PROBLEM DESCRIPTION:
The records that follow are to be reproduced verbatim.

§ §

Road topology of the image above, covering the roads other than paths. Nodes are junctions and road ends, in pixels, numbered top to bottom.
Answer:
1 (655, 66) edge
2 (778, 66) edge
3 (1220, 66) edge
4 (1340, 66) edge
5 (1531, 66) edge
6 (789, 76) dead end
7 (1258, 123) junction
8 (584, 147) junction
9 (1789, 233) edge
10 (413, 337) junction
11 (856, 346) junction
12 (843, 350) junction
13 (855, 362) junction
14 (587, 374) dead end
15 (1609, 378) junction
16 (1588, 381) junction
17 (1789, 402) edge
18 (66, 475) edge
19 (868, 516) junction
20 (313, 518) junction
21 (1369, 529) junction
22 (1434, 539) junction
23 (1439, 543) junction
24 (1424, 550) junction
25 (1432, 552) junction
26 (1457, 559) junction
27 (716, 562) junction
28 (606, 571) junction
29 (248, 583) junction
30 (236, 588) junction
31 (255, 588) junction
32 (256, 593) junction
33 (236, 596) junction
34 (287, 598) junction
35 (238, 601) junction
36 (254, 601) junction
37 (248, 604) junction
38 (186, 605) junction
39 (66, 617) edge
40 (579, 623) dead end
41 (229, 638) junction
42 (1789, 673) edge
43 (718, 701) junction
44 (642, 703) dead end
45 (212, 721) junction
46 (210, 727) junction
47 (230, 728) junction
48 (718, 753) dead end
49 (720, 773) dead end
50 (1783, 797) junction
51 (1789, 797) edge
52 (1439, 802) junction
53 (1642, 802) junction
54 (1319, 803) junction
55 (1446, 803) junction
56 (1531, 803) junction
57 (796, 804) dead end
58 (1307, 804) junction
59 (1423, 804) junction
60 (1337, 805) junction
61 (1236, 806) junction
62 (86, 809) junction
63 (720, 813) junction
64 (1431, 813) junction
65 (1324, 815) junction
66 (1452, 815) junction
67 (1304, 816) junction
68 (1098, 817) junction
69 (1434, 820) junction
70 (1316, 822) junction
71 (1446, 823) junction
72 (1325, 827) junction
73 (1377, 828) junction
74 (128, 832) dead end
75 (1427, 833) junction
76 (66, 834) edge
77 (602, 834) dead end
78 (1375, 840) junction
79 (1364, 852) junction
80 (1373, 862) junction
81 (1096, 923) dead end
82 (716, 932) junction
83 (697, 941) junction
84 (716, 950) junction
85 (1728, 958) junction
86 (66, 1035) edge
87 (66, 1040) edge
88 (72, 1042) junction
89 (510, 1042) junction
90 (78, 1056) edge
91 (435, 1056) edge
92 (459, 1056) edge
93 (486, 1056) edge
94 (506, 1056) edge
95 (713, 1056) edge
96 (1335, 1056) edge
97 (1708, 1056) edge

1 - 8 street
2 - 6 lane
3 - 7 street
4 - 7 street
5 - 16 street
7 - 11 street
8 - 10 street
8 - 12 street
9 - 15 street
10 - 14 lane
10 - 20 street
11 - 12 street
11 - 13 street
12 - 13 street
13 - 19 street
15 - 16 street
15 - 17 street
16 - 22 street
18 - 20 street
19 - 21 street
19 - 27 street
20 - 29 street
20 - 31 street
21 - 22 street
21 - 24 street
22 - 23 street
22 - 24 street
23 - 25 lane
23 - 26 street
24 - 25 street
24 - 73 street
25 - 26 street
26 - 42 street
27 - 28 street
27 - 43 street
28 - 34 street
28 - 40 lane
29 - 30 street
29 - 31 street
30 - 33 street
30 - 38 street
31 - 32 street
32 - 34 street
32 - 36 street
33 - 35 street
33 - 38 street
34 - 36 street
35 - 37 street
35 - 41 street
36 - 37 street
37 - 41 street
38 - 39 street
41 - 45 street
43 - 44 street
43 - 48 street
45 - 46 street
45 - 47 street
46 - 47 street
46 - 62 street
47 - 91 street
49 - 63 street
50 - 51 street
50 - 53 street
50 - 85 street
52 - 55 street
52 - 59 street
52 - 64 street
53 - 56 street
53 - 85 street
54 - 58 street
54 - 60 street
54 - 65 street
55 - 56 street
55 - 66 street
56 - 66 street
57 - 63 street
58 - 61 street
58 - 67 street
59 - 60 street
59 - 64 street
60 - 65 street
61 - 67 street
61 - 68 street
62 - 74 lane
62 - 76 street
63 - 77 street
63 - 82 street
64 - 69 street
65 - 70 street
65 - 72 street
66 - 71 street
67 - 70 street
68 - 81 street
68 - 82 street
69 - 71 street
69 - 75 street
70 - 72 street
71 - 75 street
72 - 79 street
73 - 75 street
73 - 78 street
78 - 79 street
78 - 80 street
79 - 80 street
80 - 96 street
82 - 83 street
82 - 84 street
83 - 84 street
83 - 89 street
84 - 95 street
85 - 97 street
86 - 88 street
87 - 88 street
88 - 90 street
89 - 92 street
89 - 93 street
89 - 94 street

§ §

RESPONSE FOR THIS EXERCISE:
Road topology of the image above, covering the roads other than paths. Nodes are junctions and road ends, in pixels, numbered top to bottom.
Answer:
1 (655, 66) edge
2 (778, 66) edge
3 (1220, 66) edge
4 (1340, 66) edge
5 (1531, 66) edge
6 (789, 76) dead end
7 (1258, 123) junction
8 (584, 147) junction
9 (1789, 233) edge
10 (413, 337) junction
11 (856, 346) junction
12 (843, 350) junction
13 (855, 362) junction
14 (587, 374) dead end
15 (1609, 378) junction
16 (1588, 381) junction
17 (1789, 402) edge
18 (66, 475) edge
19 (868, 516) junction
20 (313, 518) junction
21 (1369, 529) junction
22 (1434, 539) junction
23 (1439, 543) junction
24 (1424, 550) junction
25 (1432, 552) junction
26 (1457, 559) junction
27 (716, 562) junction
28 (606, 571) junction
29 (248, 583) junction
30 (236, 588) junction
31 (255, 588) junction
32 (256, 593) junction
33 (236, 596) junction
34 (287, 598) junction
35 (238, 601) junction
36 (254, 601) junction
37 (248, 604) junction
38 (186, 605) junction
39 (66, 617) edge
40 (579, 623) dead end
41 (229, 638) junction
42 (1789, 673) edge
43 (718, 701) junction
44 (642, 703) dead end
45 (212, 721) junction
46 (210, 727) junction
47 (230, 728) junction
48 (718, 753) dead end
49 (720, 773) dead end
50 (1783, 797) junction
51 (1789, 797) edge
52 (1439, 802) junction
53 (1642, 802) junction
54 (1319, 803) junction
55 (1446, 803) junction
56 (1531, 803) junction
57 (796, 804) dead end
58 (1307, 804) junction
59 (1423, 804) junction
60 (1337, 805) junction
61 (1236, 806) junction
62 (86, 809) junction
63 (720, 813) junction
64 (1431, 813) junction
65 (1324, 815) junction
66 (1452, 815) junction
67 (1304, 816) junction
68 (1098, 817) junction
69 (1434, 820) junction
70 (1316, 822) junction
71 (1446, 823) junction
72 (1325, 827) junction
73 (1377, 828) junction
74 (128, 832) dead end
75 (1427, 833) junction
76 (66, 834) edge
77 (602, 834) dead end
78 (1375, 840) junction
79 (1364, 852) junction
80 (1373, 862) junction
81 (1096, 923) dead end
82 (716, 932) junction
83 (697, 941) junction
84 (716, 950) junction
85 (1728, 958) junction
86 (66, 1035) edge
87 (66, 1040) edge
88 (72, 1042) junction
89 (510, 1042) junction
90 (78, 1056) edge
91 (435, 1056) edge
92 (459, 1056) edge
93 (486, 1056) edge
94 (506, 1056) edge
95 (713, 1056) edge
96 (1335, 1056) edge
97 (1708, 1056) edge

1 - 8 street
2 - 6 lane
3 - 7 street
4 - 7 street
5 - 16 street
7 - 11 street
8 - 10 street
8 - 12 street
9 - 15 street
10 - 14 lane
10 - 20 street
11 - 12 street
11 - 13 street
12 - 13 street
13 - 19 street
15 - 16 street
15 - 17 street
16 - 22 street
18 - 20 street
19 - 21 street
19 - 27 street
20 - 29 street
20 - 31 street
21 - 22 street
21 - 24 street
22 - 23 street
22 - 24 street
23 - 25 lane
23 - 26 street
24 - 25 street
24 - 73 street
25 - 26 street
26 - 42 street
27 - 28 street
27 - 43 street
28 - 34 street
28 - 40 lane
29 - 30 street
29 - 31 street
30 - 33 street
30 - 38 street
31 - 32 street
32 - 34 street
32 - 36 street
33 - 35 street
33 - 38 street
34 - 36 street
35 - 37 street
35 - 41 street
36 - 37 street
37 - 41 street
38 - 39 street
41 - 45 street
43 - 44 street
43 - 48 street
45 - 46 street
45 - 47 street
46 - 47 street
46 - 62 street
47 - 91 street
49 - 63 street
50 - 51 street
50 - 53 street
50 - 85 street
52 - 55 street
52 - 59 street
52 - 64 street
53 - 56 street
53 - 85 street
54 - 58 street
54 - 60 street
54 - 65 street
55 - 56 street
55 - 66 street
56 - 66 street
57 - 63 street
58 - 61 street
58 - 67 street
59 - 60 street
59 - 64 street
60 - 65 street
61 - 67 street
61 - 68 street
62 - 74 lane
62 - 76 street
63 - 77 street
63 - 82 street
64 - 69 street
65 - 70 street
65 - 72 street
66 - 71 street
67 - 70 street
68 - 81 street
68 - 82 street
69 - 71 street
69 - 75 street
70 - 72 street
71 - 75 street
72 - 79 street
73 - 75 street
73 - 78 street
78 - 79 street
78 - 80 street
79 - 80 street
80 - 96 street
82 - 83 street
82 - 84 street
83 - 84 street
83 - 89 street
84 - 95 street
85 - 97 street
86 - 88 street
87 - 88 street
88 - 90 street
89 - 92 street
89 - 93 street
89 - 94 street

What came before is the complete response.